[Supplied data]
------------------------------------------------------------------------

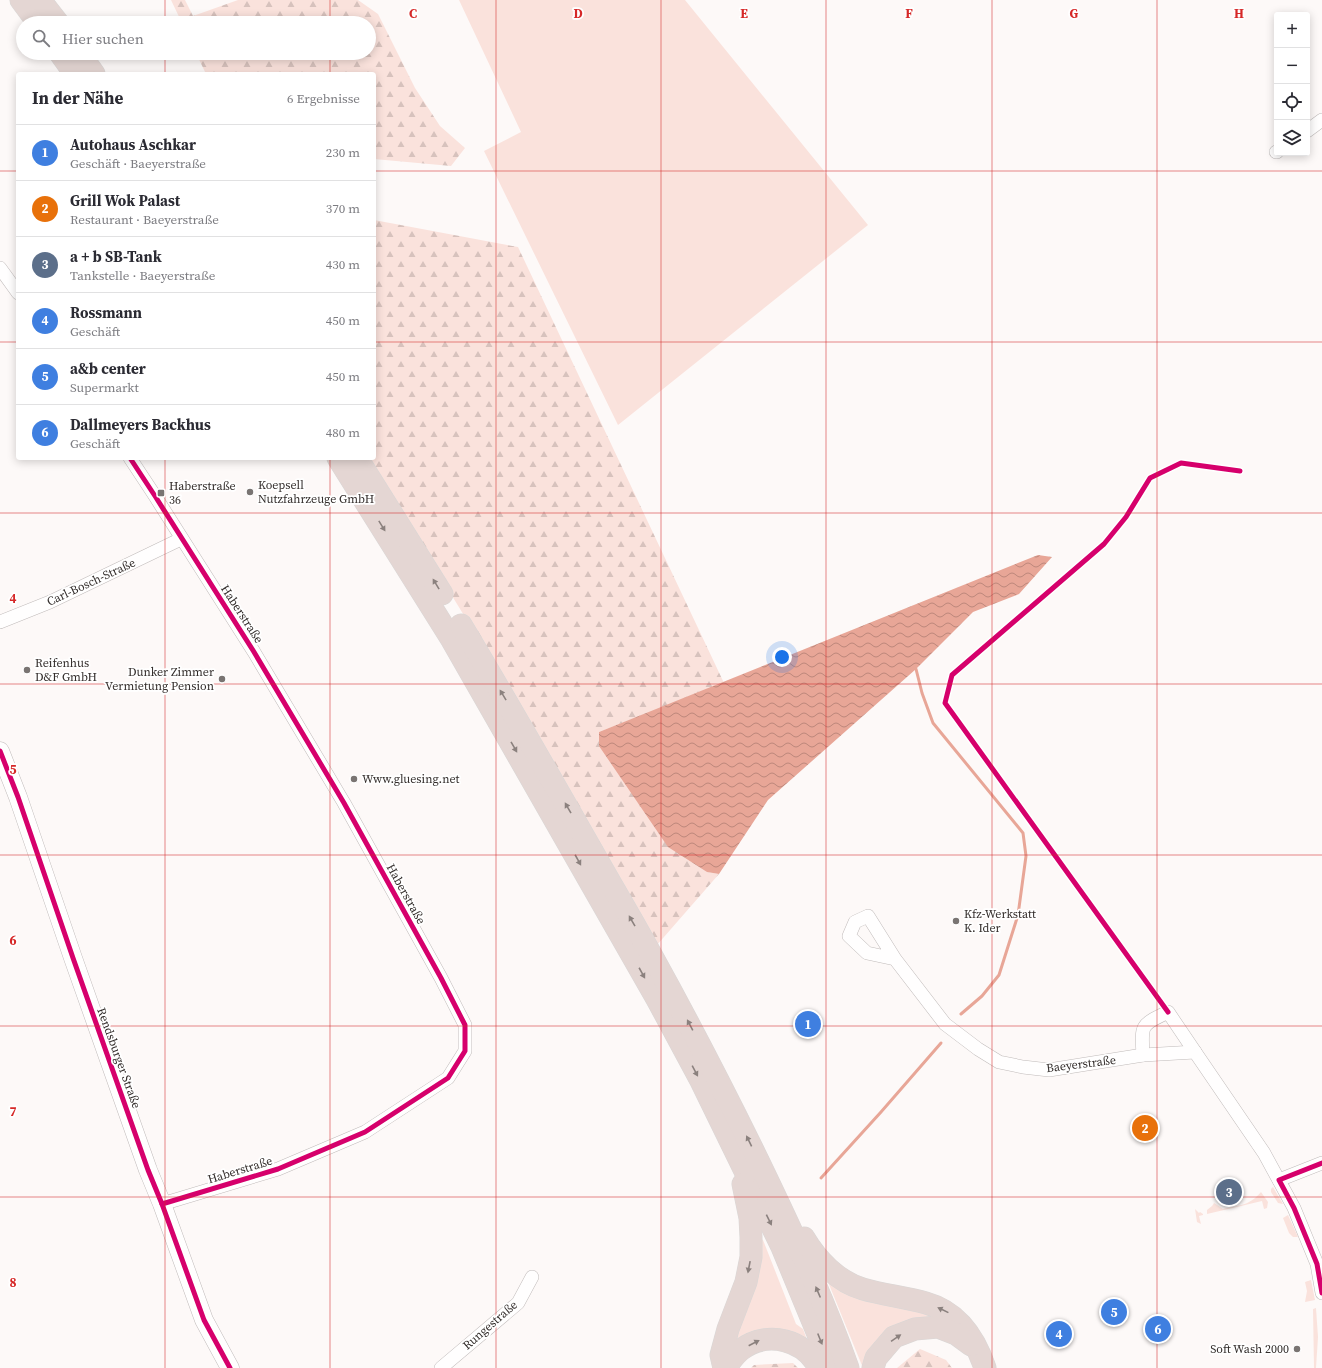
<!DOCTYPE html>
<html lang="de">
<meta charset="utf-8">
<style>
:root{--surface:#fff;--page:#f7f7f7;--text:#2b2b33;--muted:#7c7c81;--line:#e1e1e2;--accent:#db2777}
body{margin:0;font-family:"Source Serif 4",serif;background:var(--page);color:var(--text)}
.controls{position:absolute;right:12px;top:12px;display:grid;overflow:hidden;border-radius:4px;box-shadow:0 2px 10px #0003}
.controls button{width:36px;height:36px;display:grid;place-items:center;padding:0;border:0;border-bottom:1px solid var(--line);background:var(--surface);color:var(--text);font:20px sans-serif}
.you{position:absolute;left:782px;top:657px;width:14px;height:14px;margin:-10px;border:3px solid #fff;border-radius:50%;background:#1a73e8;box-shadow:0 0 0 6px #1a73e833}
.badge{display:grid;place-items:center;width:26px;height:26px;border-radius:50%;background:var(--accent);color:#fff;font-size:13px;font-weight:700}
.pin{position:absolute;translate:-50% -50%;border:2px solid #fff;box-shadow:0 1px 4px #0006}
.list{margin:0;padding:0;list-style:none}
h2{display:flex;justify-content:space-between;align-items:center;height:52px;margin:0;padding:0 16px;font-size:17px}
h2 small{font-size:13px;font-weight:400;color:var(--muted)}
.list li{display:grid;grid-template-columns:26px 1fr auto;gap:12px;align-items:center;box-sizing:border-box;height:56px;padding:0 16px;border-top:1px solid var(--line)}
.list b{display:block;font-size:15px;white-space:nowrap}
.list p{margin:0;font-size:13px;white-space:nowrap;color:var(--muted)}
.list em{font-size:13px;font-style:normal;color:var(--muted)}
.icon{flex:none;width:22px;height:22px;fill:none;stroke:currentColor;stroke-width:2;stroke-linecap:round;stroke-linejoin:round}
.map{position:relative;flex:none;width:1322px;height:1368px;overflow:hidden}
.search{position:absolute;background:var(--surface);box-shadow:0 2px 10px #0003;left:16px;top:16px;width:360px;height:44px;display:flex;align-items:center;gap:10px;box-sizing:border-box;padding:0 14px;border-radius:22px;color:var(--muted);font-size:15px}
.panel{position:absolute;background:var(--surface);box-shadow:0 2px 10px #0003;left:16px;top:72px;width:360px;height:388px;border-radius:4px}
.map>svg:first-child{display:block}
.green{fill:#fae2dc}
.forest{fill:url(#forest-firs)}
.water{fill:url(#water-waves)}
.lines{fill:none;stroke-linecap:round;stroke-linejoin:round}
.stream{stroke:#e8a697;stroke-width:3}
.street-casing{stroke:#c0bbba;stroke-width:14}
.secondary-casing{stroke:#c0bbba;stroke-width:19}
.highway-casing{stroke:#d9d7d6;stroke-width:23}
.street{stroke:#fffefe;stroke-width:13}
.secondary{stroke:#fffefe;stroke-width:18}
.highway{stroke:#e4d6d3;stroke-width:22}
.cycleway-casing{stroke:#fff;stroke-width:8}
.cycleway{stroke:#d6006c;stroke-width:5}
.oneway{fill:#8b817e}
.grid{fill:none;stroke:#d62828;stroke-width:1;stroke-opacity:0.55}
.poi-dot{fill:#797472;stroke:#fff;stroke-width:1.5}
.labels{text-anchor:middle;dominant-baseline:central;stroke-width:3.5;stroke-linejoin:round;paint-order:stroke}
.poi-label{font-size:12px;fill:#322c2a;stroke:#fff;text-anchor:start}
.street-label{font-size:12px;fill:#322c2a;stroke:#fff}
.grid-label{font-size:13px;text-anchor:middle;font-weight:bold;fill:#d62828;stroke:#fff;stroke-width:3.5;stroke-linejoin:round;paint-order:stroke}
</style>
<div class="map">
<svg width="1322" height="1368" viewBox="0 0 1322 1368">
<defs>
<pattern id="forest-firs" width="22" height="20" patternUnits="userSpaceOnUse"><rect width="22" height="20" fill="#fae2dc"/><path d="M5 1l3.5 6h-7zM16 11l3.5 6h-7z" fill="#d7c2bd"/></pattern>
<pattern id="water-waves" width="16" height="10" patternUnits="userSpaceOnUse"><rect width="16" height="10" fill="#e8a697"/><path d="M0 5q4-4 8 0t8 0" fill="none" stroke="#bd877b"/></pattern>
</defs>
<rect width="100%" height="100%" fill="#fdf9f8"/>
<g class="green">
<polygon points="459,0 685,0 868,225 618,425 484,151 521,132"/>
<polygon points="1273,1187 1283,1204 1278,1203 1271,1192 1271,1189"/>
<path d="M1261 1192 1268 1202 1267 1208 1264 1209 1262 1201 1207 1214V1210L1212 1206 1214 1203 1223 1209C1240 1205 1249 1206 1261 1192Z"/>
<polygon points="1195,1209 1199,1213 1200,1212 1203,1214 1203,1215 1199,1216 1201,1224 1197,1222"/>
<polygon points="1288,1215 1298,1237 1293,1237 1289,1233 1283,1218"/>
<polygon points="758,1237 763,1240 796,1324 803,1329 808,1342 734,1349"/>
<polygon points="826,1277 935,1310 937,1322 863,1368"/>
<polygon points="1311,1280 1315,1300 1305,1302 1307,1291 1305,1282"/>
<polygon points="1316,1308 1318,1337 1316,1368 1314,1368 1313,1309"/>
</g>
<g class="forest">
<polygon points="171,0 185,0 193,16 238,0 358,0 378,14 415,88 440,126 465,148 451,166 374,159 374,74 206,74 196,53 369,53 369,23 182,23"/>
<polygon points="374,220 518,247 724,683 599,732 707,872 719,874 657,945 537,735 424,550 366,458 374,458"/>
<polygon points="920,1349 946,1360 952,1368 897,1368"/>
<polygon points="793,1363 798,1368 751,1368 754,1365"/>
</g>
<polygon class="water" points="1038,555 1052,557 1019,594 973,612 916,669 768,800 719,874 707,872 668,847 599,746 599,732"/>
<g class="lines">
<g class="stream">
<polyline points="916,669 922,693 933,723 1023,833 1026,856 1018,915 999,975 982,996 961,1014"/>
<polyline points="821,1178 881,1112 941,1043"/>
</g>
<g class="street-casing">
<g id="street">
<polyline points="1307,131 1322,120"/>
<polyline points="1276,152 1277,152"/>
<polyline points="0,268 18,293"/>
<polyline points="130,458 155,496 254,652 344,803 441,978 465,1025 465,1051 448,1078 365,1132 278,1169 162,1204"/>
<polyline points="0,622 50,602 181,539"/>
<polyline points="895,959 867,953 849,936 855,922 868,916 895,959 945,1024 978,1049 999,1062 1023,1067 1049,1070 1143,1055 1195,1052 1264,1153 1294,1208 1317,1264 1322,1293"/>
<path d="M1143 1055C1141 1024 1141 1025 1168 1012L1195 1052"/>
<polyline points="1279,1180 1322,1163"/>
<polyline points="441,1368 518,1303 532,1277"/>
</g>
</g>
<g class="secondary-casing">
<polyline id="secondary" points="0,751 18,797 73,958 148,1170 162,1204 204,1320 230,1368"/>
</g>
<g class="highway-casing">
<g id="highway">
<polyline points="21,0 38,23"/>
<polyline points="40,0 58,23"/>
<polyline points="60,53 75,74"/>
<polyline points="79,53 94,74"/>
<polyline points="338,458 452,640 657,999 700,1079 782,1247 832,1368"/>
<polyline points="357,458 442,594"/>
<path d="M461 625C514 713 564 802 615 891 664 975 709 1061 752 1148 787 1220 821 1292 848 1368"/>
<path d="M804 1238C817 1260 838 1282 863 1289 884 1295 905 1297 926 1303 958 1312 975 1338 985 1368"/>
<polyline points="724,1368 721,1355 728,1329 746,1282 751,1257 751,1237 750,1218 743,1184"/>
<path d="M725 1368C730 1362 735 1354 742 1349 768 1330 805 1340 819 1368"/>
<polyline points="873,1368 876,1358 894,1337 915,1329 938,1327 956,1334 971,1345"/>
</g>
</g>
<use href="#street" class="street"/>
<use href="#secondary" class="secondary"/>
<use href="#highway" class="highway"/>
<g class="cycleway-casing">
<g id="cycleway">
<polyline points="130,458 155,496 254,652 344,803 441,978 465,1025 465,1051 448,1078 365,1132 278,1169 162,1204"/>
<polyline points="0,751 18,797 73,958 148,1170 162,1204 204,1320 230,1368"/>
<polyline points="1168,1012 945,703 952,675 1104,544 1126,517 1150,478 1181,463 1240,471"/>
<polyline points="1322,1163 1279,1180 1294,1208 1317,1264 1322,1293"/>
</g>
</g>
<use href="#cycleway" class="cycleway"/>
</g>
<defs><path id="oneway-solid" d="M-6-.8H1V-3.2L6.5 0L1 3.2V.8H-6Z"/></defs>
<g class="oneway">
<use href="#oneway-solid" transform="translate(382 526) rotate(58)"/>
<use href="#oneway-solid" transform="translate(436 584) rotate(-121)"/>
<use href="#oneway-solid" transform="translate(503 695) rotate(-121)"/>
<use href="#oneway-solid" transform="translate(514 747) rotate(60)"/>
<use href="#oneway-solid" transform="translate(568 808) rotate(-120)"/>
<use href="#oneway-solid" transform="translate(578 860) rotate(61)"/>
<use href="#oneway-solid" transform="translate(632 921) rotate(-120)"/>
<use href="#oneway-solid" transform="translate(642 973) rotate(61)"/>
<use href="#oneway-solid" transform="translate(690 1025) rotate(-118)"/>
<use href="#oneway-solid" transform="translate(695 1071) rotate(62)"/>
<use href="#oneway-solid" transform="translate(749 1141) rotate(-116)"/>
<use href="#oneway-solid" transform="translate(769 1220) rotate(64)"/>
<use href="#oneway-solid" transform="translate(749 1267) rotate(101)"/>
<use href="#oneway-solid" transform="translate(818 1292) rotate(-113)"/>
<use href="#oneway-solid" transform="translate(943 1310) rotate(-154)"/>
<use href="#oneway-solid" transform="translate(896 1338) rotate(-34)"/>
<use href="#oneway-solid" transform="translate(820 1339) rotate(68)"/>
<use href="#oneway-solid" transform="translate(754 1343) rotate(-27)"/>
</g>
<path class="grid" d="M165 0V23M330 0V23M496 0V1368M661 0V1368M826 0V1368M992 0V1368M1157 0V1368M165 53V74M330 53V74M0 171H18M374 171H1322M0 342H18M374 342H1322M165 458V1368M330 458V1368M0 513H1322M0 684H1322M0 855H1322M0 1026H1322M0 1197H1322"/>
<g class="poi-dot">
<circle cx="250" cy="492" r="4"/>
<rect x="157" y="489" width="8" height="8" rx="2"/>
<circle cx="27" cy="670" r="4"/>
<circle cx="222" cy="679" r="4"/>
<circle cx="354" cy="779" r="4"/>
<circle cx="956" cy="921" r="4"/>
<circle cx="1297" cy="1349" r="4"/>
</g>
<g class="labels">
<g class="poi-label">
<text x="258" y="485">Koepsell<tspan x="258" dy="14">Nutzfahrzeuge GmbH</tspan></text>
<text x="169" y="486">Haberstraße<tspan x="169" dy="14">36</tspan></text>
<text x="35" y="663">Reifenhus<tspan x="35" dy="14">D&amp;F GmbH</tspan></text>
<text x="214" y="672" text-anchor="end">Dunker Zimmer<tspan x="214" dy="14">Vermietung Pension</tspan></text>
<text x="362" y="779">Www.gluesing.net</text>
<text x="964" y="914">Kfz-Werkstatt<tspan x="964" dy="14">K. Ider</tspan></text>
<text x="1289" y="1349" text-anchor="end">Soft Wash 2000</text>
</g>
<g class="street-label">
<text transform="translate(91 582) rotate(-25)">Carl-Bosch-Straße</text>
<text transform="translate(242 614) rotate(57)">Haberstraße</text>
<text transform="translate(406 894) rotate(61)">Haberstraße</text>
<text transform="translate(119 1058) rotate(70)">Rendsburger Straße</text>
<text transform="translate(1081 1064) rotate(-7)">Baeyerstraße</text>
<text transform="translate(240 1170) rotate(-17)">Haberstraße</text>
<text transform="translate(490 1325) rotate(-41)">Rungestraße</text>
</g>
</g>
<g class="grid-label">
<text x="413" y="18">C</text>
<text x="578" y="18">D</text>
<text x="744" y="18">E</text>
<text x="909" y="18">F</text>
<text x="1074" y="18">G</text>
<text x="1239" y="18">H</text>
<text x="13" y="603">4</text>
<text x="13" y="774">5</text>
<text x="13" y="945">6</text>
<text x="13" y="1116">7</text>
<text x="13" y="1287">8</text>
</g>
</svg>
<div class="controls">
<button>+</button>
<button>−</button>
<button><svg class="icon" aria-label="locate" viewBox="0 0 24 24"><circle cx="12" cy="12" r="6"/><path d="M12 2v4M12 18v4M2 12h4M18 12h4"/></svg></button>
<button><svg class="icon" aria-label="layers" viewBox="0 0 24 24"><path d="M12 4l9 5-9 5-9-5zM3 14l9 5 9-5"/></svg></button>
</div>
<div class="you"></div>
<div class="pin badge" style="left:808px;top:1024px;background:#3f7fe0">1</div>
<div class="pin badge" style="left:1145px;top:1128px;background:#e8710a">2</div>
<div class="pin badge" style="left:1229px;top:1192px;background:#5c6f8a">3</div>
<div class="pin badge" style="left:1059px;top:1334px;background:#3f7fe0">4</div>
<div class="pin badge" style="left:1114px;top:1312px;background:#3f7fe0">5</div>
<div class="pin badge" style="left:1158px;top:1329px;background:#3f7fe0">6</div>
<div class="search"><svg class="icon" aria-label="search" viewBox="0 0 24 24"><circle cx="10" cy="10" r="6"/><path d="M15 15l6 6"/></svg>Hier suchen</div>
<section class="panel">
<h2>In der Nähe<small>6 Ergebnisse</small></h2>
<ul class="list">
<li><span class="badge" style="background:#3f7fe0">1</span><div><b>Autohaus Aschkar</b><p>Geschäft · Baeyerstraße</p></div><em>230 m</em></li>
<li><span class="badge" style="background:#e8710a">2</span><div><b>Grill Wok Palast</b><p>Restaurant · Baeyerstraße</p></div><em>370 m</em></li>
<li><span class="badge" style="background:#5c6f8a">3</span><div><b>a + b SB-Tank</b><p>Tankstelle · Baeyerstraße</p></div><em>430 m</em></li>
<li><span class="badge" style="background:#3f7fe0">4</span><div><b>Rossmann</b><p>Geschäft</p></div><em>450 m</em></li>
<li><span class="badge" style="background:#3f7fe0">5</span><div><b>a&amp;b center</b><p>Supermarkt</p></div><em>450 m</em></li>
<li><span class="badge" style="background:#3f7fe0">6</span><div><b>Dallmeyers Backhus</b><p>Geschäft</p></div><em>480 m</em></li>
</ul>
</section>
</div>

------------------------------------------------------------------------

[Activity]
Quote every line from the line containing "Aschkar</b><p>Geschäft · Baeyerstraße</p></div><em>230" through the closing line of the listing, including both.

[Your response]
<li><span class="badge" style="background:#3f7fe0">1</span><div><b>Autohaus Aschkar</b><p>Geschäft · Baeyerstraße</p></div><em>230 m</em></li>
<li><span class="badge" style="background:#e8710a">2</span><div><b>Grill Wok Palast</b><p>Restaurant · Baeyerstraße</p></div><em>370 m</em></li>
<li><span class="badge" style="background:#5c6f8a">3</span><div><b>a + b SB-Tank</b><p>Tankstelle · Baeyerstraße</p></div><em>430 m</em></li>
<li><span class="badge" style="background:#3f7fe0">4</span><div><b>Rossmann</b><p>Geschäft</p></div><em>450 m</em></li>
<li><span class="badge" style="background:#3f7fe0">5</span><div><b>a&amp;b center</b><p>Supermarkt</p></div><em>450 m</em></li>
<li><span class="badge" style="background:#3f7fe0">6</span><div><b>Dallmeyers Backhus</b><p>Geschäft</p></div><em>480 m</em></li>
</ul>
</section>
</div>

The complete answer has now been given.